The discovery of two unusually large brown dwarfs, “failed” luminaries, made astronomers from the United States think that the concept of “star” needs a new definition. Their findings were presented in the Astrophysical Journal.
“Our observations show that the concepts of” brown dwarf “and” star “need to be revised.It turns out that the heaviest failed luminaries and the smallest stars are almost not dissimilar in mass, despite this, they develop quite differently – the first quickly fade , while the latter shine for billions of years, “said Serge Dietrich of the Carnegie Science Institute in Washington, DC.
Was there a star?
All the stars of the Milky Way and other galaxies are born inside especially dense clouds from gas, some of which at a certain point in time thickens and begins to thicken. Over time, the temperatures and pressures inside these growing clusters grow to such high values that in their center thermonuclear reactions between individual hydrogen atoms begin to occur.
Such reactions, as shown by calculations of astrophysicists, can occur only within sufficiently large objects, whose mass is about 7% of the solar, which is 73 times the mass of Jupiter.
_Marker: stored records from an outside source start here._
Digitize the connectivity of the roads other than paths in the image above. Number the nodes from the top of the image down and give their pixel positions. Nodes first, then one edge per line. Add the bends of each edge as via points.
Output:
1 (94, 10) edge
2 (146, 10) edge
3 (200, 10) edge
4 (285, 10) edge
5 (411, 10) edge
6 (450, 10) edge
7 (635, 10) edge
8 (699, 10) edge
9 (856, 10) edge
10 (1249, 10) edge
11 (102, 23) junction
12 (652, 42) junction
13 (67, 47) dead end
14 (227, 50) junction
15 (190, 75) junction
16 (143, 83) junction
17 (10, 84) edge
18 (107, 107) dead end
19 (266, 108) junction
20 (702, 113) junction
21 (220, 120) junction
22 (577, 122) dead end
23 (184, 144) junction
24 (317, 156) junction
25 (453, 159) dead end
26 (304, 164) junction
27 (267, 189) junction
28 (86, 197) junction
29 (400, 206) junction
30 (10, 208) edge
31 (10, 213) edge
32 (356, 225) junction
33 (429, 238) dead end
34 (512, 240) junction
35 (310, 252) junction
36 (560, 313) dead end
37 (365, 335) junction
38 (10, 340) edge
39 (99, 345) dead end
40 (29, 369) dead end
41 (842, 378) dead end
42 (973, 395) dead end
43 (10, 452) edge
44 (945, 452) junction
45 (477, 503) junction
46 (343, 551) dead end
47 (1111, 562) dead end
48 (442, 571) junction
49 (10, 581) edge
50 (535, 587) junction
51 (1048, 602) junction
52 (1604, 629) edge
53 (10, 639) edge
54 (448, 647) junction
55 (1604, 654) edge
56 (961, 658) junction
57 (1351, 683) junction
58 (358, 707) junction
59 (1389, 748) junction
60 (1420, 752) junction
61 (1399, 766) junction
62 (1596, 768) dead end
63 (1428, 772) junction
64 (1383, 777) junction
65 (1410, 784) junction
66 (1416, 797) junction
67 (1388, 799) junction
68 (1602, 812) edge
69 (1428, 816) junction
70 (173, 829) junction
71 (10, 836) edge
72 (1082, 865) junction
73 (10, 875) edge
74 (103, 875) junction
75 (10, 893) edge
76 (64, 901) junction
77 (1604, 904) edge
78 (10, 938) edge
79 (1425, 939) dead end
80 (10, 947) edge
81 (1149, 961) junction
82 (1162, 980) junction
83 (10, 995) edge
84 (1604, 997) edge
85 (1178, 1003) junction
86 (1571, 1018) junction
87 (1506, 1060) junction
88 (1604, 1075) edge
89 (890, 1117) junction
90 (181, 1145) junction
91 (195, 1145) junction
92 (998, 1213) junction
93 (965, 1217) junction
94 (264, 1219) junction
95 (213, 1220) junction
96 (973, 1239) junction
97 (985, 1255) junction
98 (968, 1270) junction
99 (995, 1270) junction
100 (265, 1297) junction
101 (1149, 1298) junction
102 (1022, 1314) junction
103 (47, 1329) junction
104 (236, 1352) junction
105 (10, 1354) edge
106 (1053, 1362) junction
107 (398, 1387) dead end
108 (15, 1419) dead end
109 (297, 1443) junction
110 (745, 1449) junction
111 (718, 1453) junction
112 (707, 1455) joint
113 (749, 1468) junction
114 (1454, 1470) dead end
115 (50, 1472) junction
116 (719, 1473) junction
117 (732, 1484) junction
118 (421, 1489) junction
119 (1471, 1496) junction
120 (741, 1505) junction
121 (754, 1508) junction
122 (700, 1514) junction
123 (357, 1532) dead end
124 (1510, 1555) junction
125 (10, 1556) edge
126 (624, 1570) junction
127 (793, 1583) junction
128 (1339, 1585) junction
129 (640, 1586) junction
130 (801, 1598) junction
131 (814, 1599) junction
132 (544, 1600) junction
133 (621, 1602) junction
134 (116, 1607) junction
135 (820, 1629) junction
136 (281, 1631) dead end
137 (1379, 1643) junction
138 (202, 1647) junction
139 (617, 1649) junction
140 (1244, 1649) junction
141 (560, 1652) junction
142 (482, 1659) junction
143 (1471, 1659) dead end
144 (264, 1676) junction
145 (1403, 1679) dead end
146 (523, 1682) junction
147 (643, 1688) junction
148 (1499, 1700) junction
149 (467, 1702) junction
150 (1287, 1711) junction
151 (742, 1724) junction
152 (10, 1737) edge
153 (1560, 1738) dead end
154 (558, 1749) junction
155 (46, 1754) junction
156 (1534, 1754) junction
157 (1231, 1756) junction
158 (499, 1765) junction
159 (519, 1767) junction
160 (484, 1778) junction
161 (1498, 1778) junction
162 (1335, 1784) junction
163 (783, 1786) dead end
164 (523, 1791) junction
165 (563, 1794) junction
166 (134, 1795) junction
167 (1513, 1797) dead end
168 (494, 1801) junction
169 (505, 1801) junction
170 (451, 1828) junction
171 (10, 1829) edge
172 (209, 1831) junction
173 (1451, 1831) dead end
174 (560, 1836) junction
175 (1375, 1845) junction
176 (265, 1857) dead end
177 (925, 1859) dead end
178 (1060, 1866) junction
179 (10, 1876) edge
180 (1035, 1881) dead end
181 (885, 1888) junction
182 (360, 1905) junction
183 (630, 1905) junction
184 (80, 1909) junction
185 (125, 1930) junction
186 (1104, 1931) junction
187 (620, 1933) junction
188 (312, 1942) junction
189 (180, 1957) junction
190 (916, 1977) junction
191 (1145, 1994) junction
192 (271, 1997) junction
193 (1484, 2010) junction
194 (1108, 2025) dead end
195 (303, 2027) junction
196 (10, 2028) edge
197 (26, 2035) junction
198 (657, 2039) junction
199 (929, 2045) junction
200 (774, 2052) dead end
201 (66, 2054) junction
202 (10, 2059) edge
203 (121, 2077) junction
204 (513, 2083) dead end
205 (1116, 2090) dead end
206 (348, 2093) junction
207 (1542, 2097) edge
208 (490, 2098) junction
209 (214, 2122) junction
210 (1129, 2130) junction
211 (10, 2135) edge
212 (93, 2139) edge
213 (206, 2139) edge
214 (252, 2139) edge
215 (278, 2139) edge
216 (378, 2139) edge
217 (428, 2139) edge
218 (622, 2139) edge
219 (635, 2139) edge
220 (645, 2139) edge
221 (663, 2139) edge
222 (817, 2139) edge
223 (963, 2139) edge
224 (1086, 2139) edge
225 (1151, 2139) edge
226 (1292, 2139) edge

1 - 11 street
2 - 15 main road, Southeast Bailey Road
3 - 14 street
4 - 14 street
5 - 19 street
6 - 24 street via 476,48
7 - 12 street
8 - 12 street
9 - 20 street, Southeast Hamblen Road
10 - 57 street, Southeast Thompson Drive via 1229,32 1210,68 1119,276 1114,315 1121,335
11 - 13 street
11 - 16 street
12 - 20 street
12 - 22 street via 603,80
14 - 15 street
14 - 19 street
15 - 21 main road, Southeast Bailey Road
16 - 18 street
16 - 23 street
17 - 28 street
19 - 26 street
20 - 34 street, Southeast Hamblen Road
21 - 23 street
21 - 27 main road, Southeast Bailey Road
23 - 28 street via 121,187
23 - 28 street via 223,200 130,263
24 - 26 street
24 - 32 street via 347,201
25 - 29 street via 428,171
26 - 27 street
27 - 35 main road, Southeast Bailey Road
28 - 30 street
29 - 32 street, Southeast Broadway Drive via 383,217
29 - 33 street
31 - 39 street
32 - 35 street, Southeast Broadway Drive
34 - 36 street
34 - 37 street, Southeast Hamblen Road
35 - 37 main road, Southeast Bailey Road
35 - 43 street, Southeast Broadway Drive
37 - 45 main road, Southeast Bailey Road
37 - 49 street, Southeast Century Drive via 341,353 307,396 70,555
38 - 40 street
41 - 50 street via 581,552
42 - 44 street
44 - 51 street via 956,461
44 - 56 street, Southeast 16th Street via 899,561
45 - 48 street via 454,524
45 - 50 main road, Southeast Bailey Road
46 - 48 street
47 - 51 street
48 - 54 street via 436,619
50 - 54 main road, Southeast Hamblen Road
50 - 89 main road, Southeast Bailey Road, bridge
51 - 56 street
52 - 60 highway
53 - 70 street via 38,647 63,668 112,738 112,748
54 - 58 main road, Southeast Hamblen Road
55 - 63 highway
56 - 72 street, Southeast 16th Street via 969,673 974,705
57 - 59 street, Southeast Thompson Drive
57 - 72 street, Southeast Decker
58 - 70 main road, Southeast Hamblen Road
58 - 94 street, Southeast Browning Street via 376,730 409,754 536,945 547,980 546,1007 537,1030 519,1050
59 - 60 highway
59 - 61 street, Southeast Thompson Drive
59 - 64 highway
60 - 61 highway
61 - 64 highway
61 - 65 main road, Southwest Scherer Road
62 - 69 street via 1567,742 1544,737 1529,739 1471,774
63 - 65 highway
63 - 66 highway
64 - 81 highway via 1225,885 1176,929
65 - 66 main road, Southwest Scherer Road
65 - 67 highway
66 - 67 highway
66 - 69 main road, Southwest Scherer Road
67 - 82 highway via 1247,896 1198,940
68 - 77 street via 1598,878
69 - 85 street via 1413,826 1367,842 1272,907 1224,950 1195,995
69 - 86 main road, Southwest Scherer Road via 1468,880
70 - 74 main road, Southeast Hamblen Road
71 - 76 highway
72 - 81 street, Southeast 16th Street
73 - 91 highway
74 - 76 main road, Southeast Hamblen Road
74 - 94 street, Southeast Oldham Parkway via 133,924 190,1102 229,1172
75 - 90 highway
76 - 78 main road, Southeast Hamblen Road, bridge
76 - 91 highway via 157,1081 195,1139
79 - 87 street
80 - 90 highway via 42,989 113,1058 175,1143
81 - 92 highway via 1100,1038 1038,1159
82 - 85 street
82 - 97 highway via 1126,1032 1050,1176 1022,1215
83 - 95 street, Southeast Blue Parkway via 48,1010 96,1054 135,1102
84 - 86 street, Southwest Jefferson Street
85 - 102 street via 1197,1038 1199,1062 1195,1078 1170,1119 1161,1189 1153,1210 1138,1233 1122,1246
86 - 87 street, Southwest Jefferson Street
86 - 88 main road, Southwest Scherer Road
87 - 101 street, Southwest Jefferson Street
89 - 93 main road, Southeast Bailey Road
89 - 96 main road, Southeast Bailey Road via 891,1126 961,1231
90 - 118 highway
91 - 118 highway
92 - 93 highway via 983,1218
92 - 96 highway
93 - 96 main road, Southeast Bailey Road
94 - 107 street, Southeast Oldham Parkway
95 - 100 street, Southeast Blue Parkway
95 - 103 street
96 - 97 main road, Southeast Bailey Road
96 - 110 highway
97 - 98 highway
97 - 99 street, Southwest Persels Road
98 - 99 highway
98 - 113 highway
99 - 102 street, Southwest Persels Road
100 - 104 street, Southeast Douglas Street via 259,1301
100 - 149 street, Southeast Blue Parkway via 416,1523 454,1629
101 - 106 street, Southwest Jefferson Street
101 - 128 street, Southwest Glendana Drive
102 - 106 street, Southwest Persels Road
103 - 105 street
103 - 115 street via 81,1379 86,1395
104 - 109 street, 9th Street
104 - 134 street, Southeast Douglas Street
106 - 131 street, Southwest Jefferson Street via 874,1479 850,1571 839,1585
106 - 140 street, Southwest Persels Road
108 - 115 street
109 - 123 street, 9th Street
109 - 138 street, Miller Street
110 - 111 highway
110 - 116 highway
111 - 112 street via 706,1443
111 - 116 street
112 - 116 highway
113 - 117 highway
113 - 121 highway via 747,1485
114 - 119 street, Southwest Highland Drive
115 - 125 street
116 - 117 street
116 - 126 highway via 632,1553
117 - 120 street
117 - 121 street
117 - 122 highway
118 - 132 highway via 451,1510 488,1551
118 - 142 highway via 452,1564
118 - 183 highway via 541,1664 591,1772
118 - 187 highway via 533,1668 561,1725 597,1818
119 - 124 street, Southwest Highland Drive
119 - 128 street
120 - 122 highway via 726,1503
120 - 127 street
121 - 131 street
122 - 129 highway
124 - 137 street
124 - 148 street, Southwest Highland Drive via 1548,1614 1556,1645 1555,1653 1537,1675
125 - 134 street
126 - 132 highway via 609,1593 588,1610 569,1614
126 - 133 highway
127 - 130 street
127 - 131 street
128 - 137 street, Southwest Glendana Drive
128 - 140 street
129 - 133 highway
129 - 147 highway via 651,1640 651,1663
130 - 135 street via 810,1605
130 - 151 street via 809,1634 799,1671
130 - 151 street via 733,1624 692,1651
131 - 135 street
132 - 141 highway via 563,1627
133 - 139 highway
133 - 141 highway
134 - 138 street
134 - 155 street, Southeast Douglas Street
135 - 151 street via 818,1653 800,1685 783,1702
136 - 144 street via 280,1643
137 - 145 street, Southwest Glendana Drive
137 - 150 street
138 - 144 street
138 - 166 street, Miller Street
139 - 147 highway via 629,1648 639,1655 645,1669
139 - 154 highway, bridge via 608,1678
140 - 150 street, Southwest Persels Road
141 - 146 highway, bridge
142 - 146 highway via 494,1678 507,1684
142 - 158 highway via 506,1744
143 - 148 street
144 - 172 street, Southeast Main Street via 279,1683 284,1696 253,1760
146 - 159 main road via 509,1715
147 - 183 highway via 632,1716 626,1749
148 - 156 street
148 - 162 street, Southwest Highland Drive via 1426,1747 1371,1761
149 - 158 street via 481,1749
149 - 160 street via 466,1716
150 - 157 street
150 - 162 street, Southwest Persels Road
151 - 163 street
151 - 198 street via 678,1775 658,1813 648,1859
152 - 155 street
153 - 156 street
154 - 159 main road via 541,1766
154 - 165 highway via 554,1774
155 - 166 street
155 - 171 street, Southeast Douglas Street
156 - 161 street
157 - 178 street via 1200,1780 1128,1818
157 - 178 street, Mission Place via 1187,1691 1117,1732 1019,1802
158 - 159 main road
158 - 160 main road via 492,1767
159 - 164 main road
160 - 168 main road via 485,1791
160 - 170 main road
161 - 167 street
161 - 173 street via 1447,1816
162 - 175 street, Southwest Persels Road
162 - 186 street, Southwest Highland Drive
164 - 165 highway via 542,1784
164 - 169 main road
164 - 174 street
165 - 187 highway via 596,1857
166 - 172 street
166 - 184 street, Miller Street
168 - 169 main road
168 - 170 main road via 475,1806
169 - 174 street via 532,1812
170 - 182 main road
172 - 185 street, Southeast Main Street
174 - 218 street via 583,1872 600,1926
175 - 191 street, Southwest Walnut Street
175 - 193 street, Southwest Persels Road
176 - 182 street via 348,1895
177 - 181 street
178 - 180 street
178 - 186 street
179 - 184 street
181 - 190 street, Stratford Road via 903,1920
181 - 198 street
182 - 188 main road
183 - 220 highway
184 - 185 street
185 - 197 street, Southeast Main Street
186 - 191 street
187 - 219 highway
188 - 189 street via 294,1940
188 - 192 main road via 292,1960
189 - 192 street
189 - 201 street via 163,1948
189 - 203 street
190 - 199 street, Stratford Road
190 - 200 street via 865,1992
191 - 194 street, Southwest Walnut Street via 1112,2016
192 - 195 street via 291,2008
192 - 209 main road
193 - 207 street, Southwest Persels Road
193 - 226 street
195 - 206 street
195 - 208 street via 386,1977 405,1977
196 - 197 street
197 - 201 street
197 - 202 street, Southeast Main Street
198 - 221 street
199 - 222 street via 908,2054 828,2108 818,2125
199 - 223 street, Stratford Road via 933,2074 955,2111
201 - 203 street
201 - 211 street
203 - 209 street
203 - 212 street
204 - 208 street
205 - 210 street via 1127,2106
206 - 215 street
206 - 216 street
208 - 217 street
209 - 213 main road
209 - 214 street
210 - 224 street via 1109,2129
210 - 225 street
Less large celestial bodies turn into brown dwarfs – “failed stars”, slightly glowing in the infrared range and gradually fading.
In recent years, scientists have discovered a number of unusual features of brown dwarfs – the presence of weather on them, metal “clouds” and a number of other properties that have led many astronomers to believe that they are in fact very large planets, not stars. Such discoveries have revived controversies about where the boundary between luminaries, brown dwarfs and planets lies.
Dietrich and his colleagues discovered two objects that did not fit into the generally accepted definitions of stars and brown dwarfs, studying a pair of the nearest to us large brown dwarfs revolving around the star Epsilon (GJ 845) in the constellation of the Indian.
Both of these facilities were opened in 2003, as their large size allowed astronomers to see both of them directly, using a number of ground and orbital telescopes. For a long time they were considered large, but quite ordinary “failed stars” – their mass, according to old estimates, exceeded Jovian by 50 and 28 times, and the temperature was impressive, but “normal” 700-1100 degrees Celsius.
The authors of the article tried to clarify these values, observing how quickly all three inhabitants of the system move around each other, and at what points they are during the maximum deletions and closings. To do this, they used a VLT telescope and several other powerful ground-based observatories.
When scientists analyzed the new data, they were surprised to find that the mass of brown dwarfs in the Epsilon Indian system was significantly understated – in reality they were 75 and 70 times larger than Jupiter.
Such heavy objects, as predicted by the classical theory of star formation, must either be stars, or be on the verge of becoming a “full” star and have a number of unusual properties. In reality, brown dwarfs from the Epsilon of the Indian look quite ordinary and do not have abnormally high temperatures and other features uncharacteristic for celestial bodies of this type.
On the other hand, in recent years astronomers have discovered stars, such as EBLM J0555-57Ab, whose mass is not much higher than that of dwarfs in the Epsilon of the Indian. For some reason, they were able to become full-fledged luminaries, while the companions of GJ 845 failed to do this.
All this, as the researchers note, indicates that the mass of the future star or brown dwarf can not be used as the main criterion for determining what exactly is a particular space object. Other factors, for example, the structure of the depths of such “embryos” of stars or their composition, can affect the fate of such objects no less than their mass, scientists conclude.